Reasons for changes in Fauna
- Natural causes: Floods, landslides, earthquakes, volcanic eruptions other natural disasters also cause loss of biodiversity.
- Habitat loss and fragmentation – are the main factors causing the extinction of animals and plants. Natural forests are cut down to provide room for businesses, farms, dams, homes, recreational activities, etc. Tropical rainforests are the most shocking examples of habitat loss.
- Land use change is still the biggest current threat to nature, destroying or fragmenting the natural habitats of many plant and animal species on land, in freshwater, and the sea.
- Overexploitation by humans over the past 500 years has led to the extinction of numerous species (Steller’s sea cow, passenger pigeon), etc.
- Climate Change – Animals have reacted differently to climate change than humans. Climate change causes species to migrate, adapt, or, if neither of those things happens, to go extinct.
- Introduction of alien invasive species – The native catfish in Indian rivers are in danger due to the recent illegal introduction of the African catfish for aquaculture reasons.
- Illegal Poaching and Hunting are the main cause of extinction of many animal and fish species, for ex: Asian cheetah while others are on the brink of extinction such as the one-horned rhino, Tiger, Elephants
- Illegal trade in wildlife for their use in medicines and decorative purposes eg Mongoose hair, rhino horn, snake skins, tiger and leopard claws, etc
Effects of Changes in Fauna
- Disruption in Ecosystems – If a species has a unique function in its ecosystem, it’s the extinction of other species and the ecosystem itself.
- Multiple Effects of Losing Apex Predators – Scientists claim that the loss of these species has contributed to pandemics, fires, the invasive spread of species, the deterioration of ecosystem services, and a drop in carbon sequestration.
- Pollination is negatively impacted as approximately all blooming plants in the tropical rainforest are pollinated by animals, as are 75% of the world’s food crops, which are either entirely or partially pollinated by insects and other animals.

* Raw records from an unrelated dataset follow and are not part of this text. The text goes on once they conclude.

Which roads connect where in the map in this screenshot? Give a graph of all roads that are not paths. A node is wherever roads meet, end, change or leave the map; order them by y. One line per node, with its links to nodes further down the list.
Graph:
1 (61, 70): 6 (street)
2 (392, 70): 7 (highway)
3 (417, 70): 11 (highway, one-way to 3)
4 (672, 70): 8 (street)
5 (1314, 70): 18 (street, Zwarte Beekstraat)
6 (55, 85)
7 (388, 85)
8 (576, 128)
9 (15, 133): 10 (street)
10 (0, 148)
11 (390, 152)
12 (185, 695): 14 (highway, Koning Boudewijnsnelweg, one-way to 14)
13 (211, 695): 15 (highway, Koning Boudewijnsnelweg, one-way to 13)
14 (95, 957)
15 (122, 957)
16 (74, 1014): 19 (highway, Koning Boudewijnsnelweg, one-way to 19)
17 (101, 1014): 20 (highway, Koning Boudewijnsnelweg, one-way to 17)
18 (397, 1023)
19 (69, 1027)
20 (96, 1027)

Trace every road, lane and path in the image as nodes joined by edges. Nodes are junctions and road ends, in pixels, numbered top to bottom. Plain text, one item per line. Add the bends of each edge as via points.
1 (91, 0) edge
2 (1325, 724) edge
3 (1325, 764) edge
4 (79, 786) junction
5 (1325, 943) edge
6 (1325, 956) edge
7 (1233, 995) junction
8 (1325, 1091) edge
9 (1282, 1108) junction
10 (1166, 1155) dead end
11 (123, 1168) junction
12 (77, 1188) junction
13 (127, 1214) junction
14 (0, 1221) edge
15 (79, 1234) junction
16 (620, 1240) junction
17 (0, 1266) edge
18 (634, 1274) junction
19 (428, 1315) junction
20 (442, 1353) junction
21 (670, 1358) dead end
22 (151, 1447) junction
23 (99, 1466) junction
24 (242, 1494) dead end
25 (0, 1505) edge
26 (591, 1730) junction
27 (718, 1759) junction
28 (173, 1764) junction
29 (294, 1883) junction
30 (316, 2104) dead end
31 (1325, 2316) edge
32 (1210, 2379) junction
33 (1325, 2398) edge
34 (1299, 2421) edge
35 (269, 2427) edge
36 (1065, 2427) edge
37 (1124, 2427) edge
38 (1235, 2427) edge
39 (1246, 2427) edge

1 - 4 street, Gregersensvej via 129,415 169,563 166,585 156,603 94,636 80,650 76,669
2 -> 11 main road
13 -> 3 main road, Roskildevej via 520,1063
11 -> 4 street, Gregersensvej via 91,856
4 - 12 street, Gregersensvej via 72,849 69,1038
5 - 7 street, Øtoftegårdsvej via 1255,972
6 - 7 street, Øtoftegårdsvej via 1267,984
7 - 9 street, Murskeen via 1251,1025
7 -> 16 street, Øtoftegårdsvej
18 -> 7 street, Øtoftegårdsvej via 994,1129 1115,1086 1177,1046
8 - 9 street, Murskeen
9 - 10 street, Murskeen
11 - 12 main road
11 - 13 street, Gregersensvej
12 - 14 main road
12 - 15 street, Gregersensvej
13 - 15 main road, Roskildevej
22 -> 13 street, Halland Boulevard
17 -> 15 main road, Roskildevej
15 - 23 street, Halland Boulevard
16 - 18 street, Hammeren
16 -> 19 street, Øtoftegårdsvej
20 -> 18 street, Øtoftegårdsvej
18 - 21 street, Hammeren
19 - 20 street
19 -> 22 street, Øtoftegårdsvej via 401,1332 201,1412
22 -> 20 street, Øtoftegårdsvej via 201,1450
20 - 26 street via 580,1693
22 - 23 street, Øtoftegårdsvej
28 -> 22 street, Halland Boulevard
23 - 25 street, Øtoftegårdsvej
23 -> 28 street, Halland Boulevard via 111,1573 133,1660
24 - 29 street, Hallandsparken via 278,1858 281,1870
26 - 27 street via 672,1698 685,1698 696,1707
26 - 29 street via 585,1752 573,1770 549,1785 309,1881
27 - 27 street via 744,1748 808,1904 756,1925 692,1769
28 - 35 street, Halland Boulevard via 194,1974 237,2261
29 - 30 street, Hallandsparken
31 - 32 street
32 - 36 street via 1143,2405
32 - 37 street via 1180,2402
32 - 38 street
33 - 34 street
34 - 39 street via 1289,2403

- Losing the healing benefits of nature – More than 25% of prescription drugs include compounds that were found in plants or animals. The source of penicillin was a fungus.
- Increased Human-Wildlife conflict due to habitat loss and deforestation. For ex: In reserves, 125 people were killed by tigers between 2019 and 2021. With 6 deaths, Maharashtra accounted for almost half of these.
- This also leads to other Impacts such as damage to crops, increased cruelty towards animals, the economic burden on farmers, etc.
- Destruction of livelihood – According to a study for the U.N., the continued loss of species could cost the world 18 percent of global economic output by 2050.